Le Tribunal fédéral connaît des recours :

a. contre les décisions rendues dans des causes de droit public ;

Art. 83 Exceptions

Le recours est irrecevable contre :

c. les décisions en matière de droit des étrangers qui concernent :

1. l’entrée en Suisse,

2. une autorisation à laquelle ni le droit fédéral ni le droit international ne donnent droit,

3. l’admission provisoire,

4. l’expulsion fondée sur l’art. 121, al. 2, de la Constitution ou le renvoi,

5. les dérogations aux conditions d’admission,

6. la prolongation d’une autorisation frontalière, le déplacement de la résidence dans un autre canton, le changement d’emploi du titulaire d’une autorisation frontalière et la délivrance de documents de voyage aux étrangers sans pièces de légitimation ;

d. les décisions en matière d’asile qui ont été rendues :

1. par le Tribunal administratif fédéral,

2. par une autorité cantonale précédente et dont l’objet porte sur une autorisation à laquelle ni le droit fédéral ni le droit international ne donnent droit ;

Art. 89 Qualité pour recourir

1 A qualité pour former un recours en matière de droit public quiconque :

a. a pris part à la procédure devant l’autorité précédente ou a été privé de la possibilité de le faire ;

b. est particulièrement atteint par la décision ou l’acte normatif attaqué, et

c. a un intérêt digne de protection à son annulation ou à sa modification.

Art. 95 Droit suisse

Le recours peut être formé pour violation :

a. du droit fédéral ;

b. du droit international ;

c. de droits constitutionnels cantonaux ;

d. de dispositions cantonales sur le droit de vote des citoyens ainsi que sur les élections et votations populaires ;

e. du droit intercantonal.

Art. 100 Recours contre une décision

1 Le recours contre une décision doit être déposé devant le Tribunal fédéral dans les 30 jours qui suivent la notification de l’expédition complète.
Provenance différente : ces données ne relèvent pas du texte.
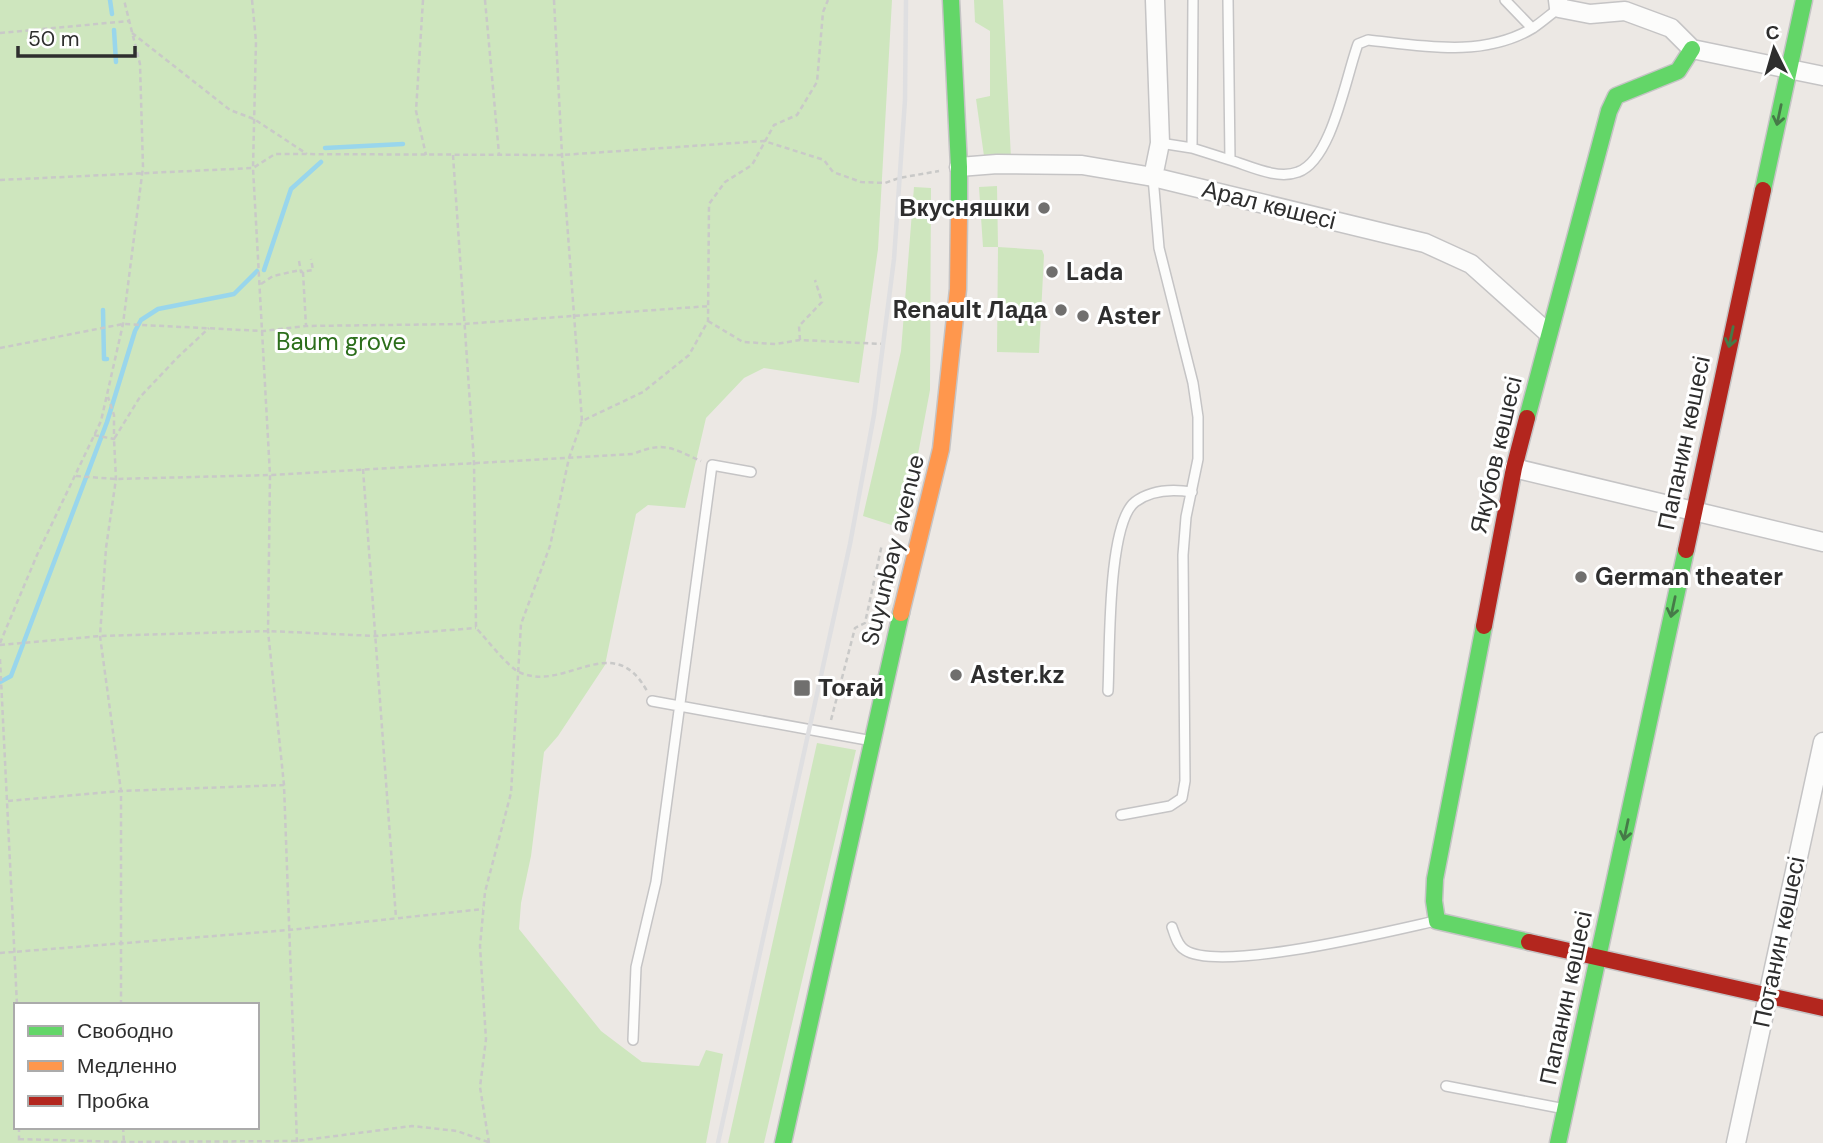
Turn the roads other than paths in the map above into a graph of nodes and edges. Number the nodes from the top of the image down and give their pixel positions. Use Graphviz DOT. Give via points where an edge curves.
graph roads {
  1 [pos="951,0"];
  2 [pos="1155,0"];
  3 [pos="1193,0"];
  4 [pos="1228,0"];
  5 [pos="1505,0"];
  6 [pos="1804,0"];
  7 [pos="1559,4"];
  8 [pos="1532,28"];
  9 [pos="1692,49"];
  10 [pos="1788,69"];
  11 [pos="1823,76"];
  12 [pos="1160,143"];
  13 [pos="1192,148"];
  14 [pos="1230,160"];
  15 [pos="959,167"];
  16 [pos="1153,177"];
  17 [pos="1548,332"];
  18 [pos="1514,468"];
  19 [pos="751,472"];
  20 [pos="1192,492"];
  21 [pos="1693,512"];
  22 [pos="1823,542"];
  23 [pos="1108,691"];
  24 [pos="652,701"];
  25 [pos="679,706"];
  26 [pos="873,741"];
  27 [pos="1823,742"];
  28 [pos="1121,815"];
  29 [pos="1437,921"];
  30 [pos="1172,927"];
  31 [pos="1599,958"];
  32 [pos="1768,994"];
  33 [pos="1823,1008"];
  34 [pos="633,1040"];
  35 [pos="1446,1086"];
  36 [pos="1565,1109"];
  37 [pos="783,1143"];
  38 [pos="1558,1143"];
  39 [pos="1736,1143"];
  1 -- 15 [label="main road, Suyunbay avenue"];
  2 -- 12 [label="street"];
  3 -- 13 [label="lane"];
  4 -- 14 [label="lane"];
  5 -- 8 [label="lane"];
  6 -- 10 [label="main road, Папанин көшесі"];
  7 -- 8 [label="lane"];
  7 -- 9 [label="street" via="1590,14 1625,11 1671,28"];
  8 -- 14 [label="lane" via="1477,47 1368,40 1358,44 1330,136 1310,166 1296,173 1274,174"];
  9 -- 10 [label="street"];
  9 -- 17 [label="main road, Якубов көшесі" via="1678,71 1616,96"];
  10 -- 11 [label="street"];
  10 -- 21 [label="main road, Папанин көшесі, one-way"];
  12 -- 13 [label="lane"];
  12 -- 16 [label="street"];
  13 -- 14 [label="lane"];
  15 -- 16 [label="street, Арал көшесі" via="1082,165"];
  15 -- 26 [label="main road, Suyunbay avenue" via="958,289 941,449"];
  16 -- 17 [label="street, Арал көшесі" via="1425,243 1471,264"];
  16 -- 20 [label="lane" via="1160,248 1198,418"];
  17 -- 18 [label="main road, Якубов көшесі"];
  18 -- 21 [label="street"];
  18 -- 29 [label="main road, Якубов көшесі" via="1435,879"];
  19 -- 25 [label="lane" via="712,466"];
  20 -- 23 [label="lane" via="1172,489 1152,494 1134,503 1124,522 1115,550"];
  20 -- 28 [label="lane" via="1183,555 1182,798 1170,806"];
  21 -- 22 [label="street"];
  21 -- 31 [label="main road, Папанин көшесі, one-way"];
  24 -- 25 [label="lane"];
  25 -- 26 [label="lane"];
  25 -- 34 [label="lane" via="656,882 636,967"];
  26 -- 37 [label="main road, Suyunbay avenue"];
  27 -- 32 [label="street, Потанин көшесі"];
  29 -- 30 [label="lane" via="1340,942 1231,958 1185,950"];
  29 -- 31 [label="main road"];
  31 -- 32 [label="main road"];
  31 -- 36 [label="main road, Папанин көшесі"];
  32 -- 33 [label="main road"];
  32 -- 39 [label="street, Потанин көшесі"];
  35 -- 36 [label="lane"];
  36 -- 38 [label="main road, Папанин көшесі"];
}
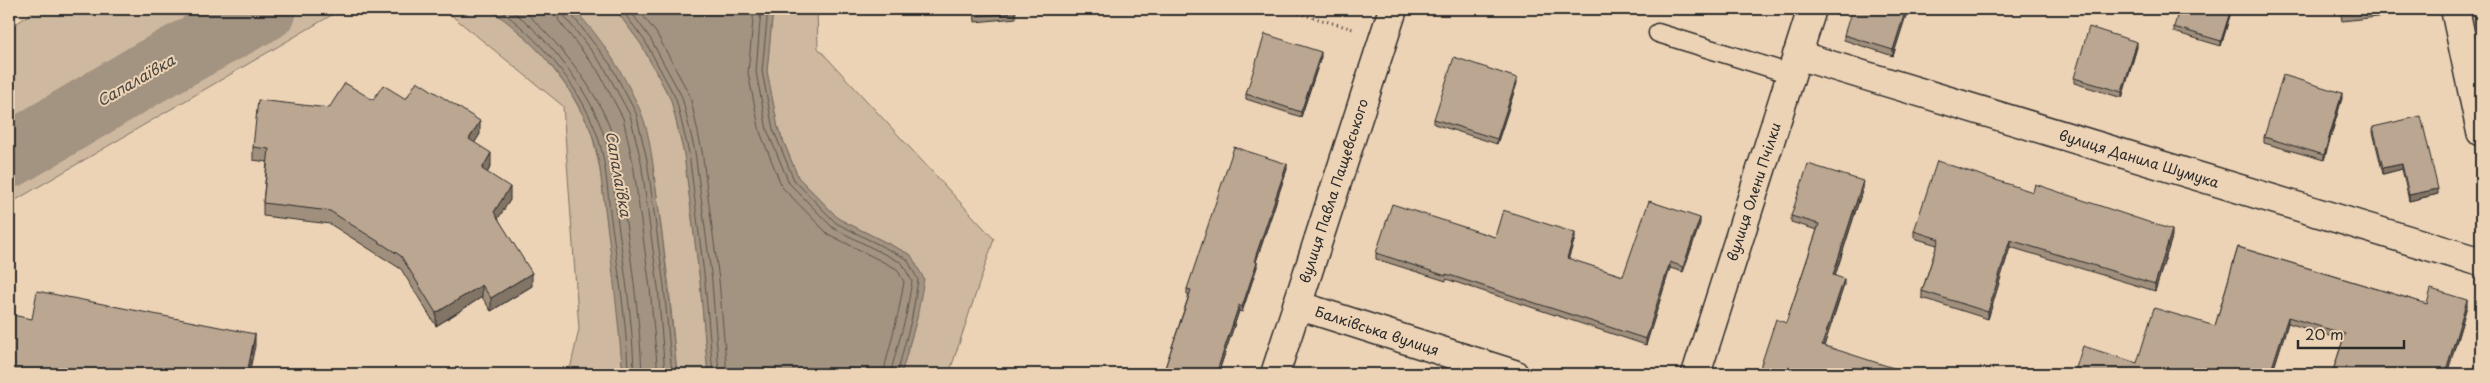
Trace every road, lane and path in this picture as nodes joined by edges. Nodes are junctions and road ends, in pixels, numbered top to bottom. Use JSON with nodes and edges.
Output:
{"nodes":[{"id":1,"x":1284,"y":9,"type":"edge"},
{"id":2,"x":1393,"y":9,"type":"edge"},
{"id":3,"x":1812,"y":9,"type":"edge"},
{"id":4,"x":2455,"y":9,"type":"edge"},
{"id":5,"x":1658,"y":33,"type":"dead end"},
{"id":6,"x":1384,"y":38,"type":"junction"},
{"id":7,"x":1794,"y":65,"type":"junction"},
{"id":8,"x":2481,"y":132,"type":"edge"},
{"id":9,"x":2481,"y":262,"type":"edge"},
{"id":10,"x":1297,"y":305,"type":"junction"},
{"id":11,"x":1275,"y":374,"type":"edge"},
{"id":12,"x":1514,"y":374,"type":"edge"},
{"id":13,"x":1696,"y":374,"type":"edge"}],
"edges":[{"from":1,"to":6,"type":"path"},
{"from":2,"to":6,"type":"street","name":"вулиця Павла Пащевського"},
{"from":3,"to":7,"type":"street","name":"вулиця Олени Пчілки"},
{"from":4,"to":8,"type":"street"},
{"from":5,"to":7,"type":"lane"},
{"from":6,"to":10,"type":"street","name":"вулиця Павла Пащевського"},
{"from":7,"to":9,"type":"street","name":"вулиця Данила Шумука"},
{"from":7,"to":13,"type":"street","name":"вулиця Олени Пчілки"},
{"from":10,"to":11,"type":"street","name":"вулиця Павла Пащевського"},
{"from":10,"to":12,"type":"street","name":"Балківська вулиця"}]}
______________________________________________

Art. 113 Principe

Le Tribunal fédéral connaît des recours constitutionnels contre les décisions des autorités cantonales de dernière instance qui ne peuvent faire l’objet d’aucun recours selon les art. 72 à 89.

Art. 115 Qualité pour recourir

A qualité pour former un recours constitutionnel quiconque :

a. a pris part à la procédure devant l’autorité précédente ou a été privé de la possibilité de le faire et

b. a un intérêt juridique à l’annulation ou à la modification de la décision attaquée.

Art. 116 Motifs de recours

Le recours constitutionnel peut être formé pour violation des droits constitutionnels.

Art. 100 Recours contre une décision

1 Le recours contre une décision doit être déposé devant le Tribunal fédéral dans les 30 jours qui suivent la notification de l’expédition complète.

___________________________________________

 

Recours ordinaire simultané (art. 119 LTF)

1 Si une partie forme contre une décision un recours ordinaire et un recours constitutionnel, elle doit déposer les deux recours dans un seul mémoire.

2 Le Tribunal fédéral statue sur les deux recours dans la même procédure.

3 Il examine les griefs invoqués selon les dispositions applicables au type de recours concerné.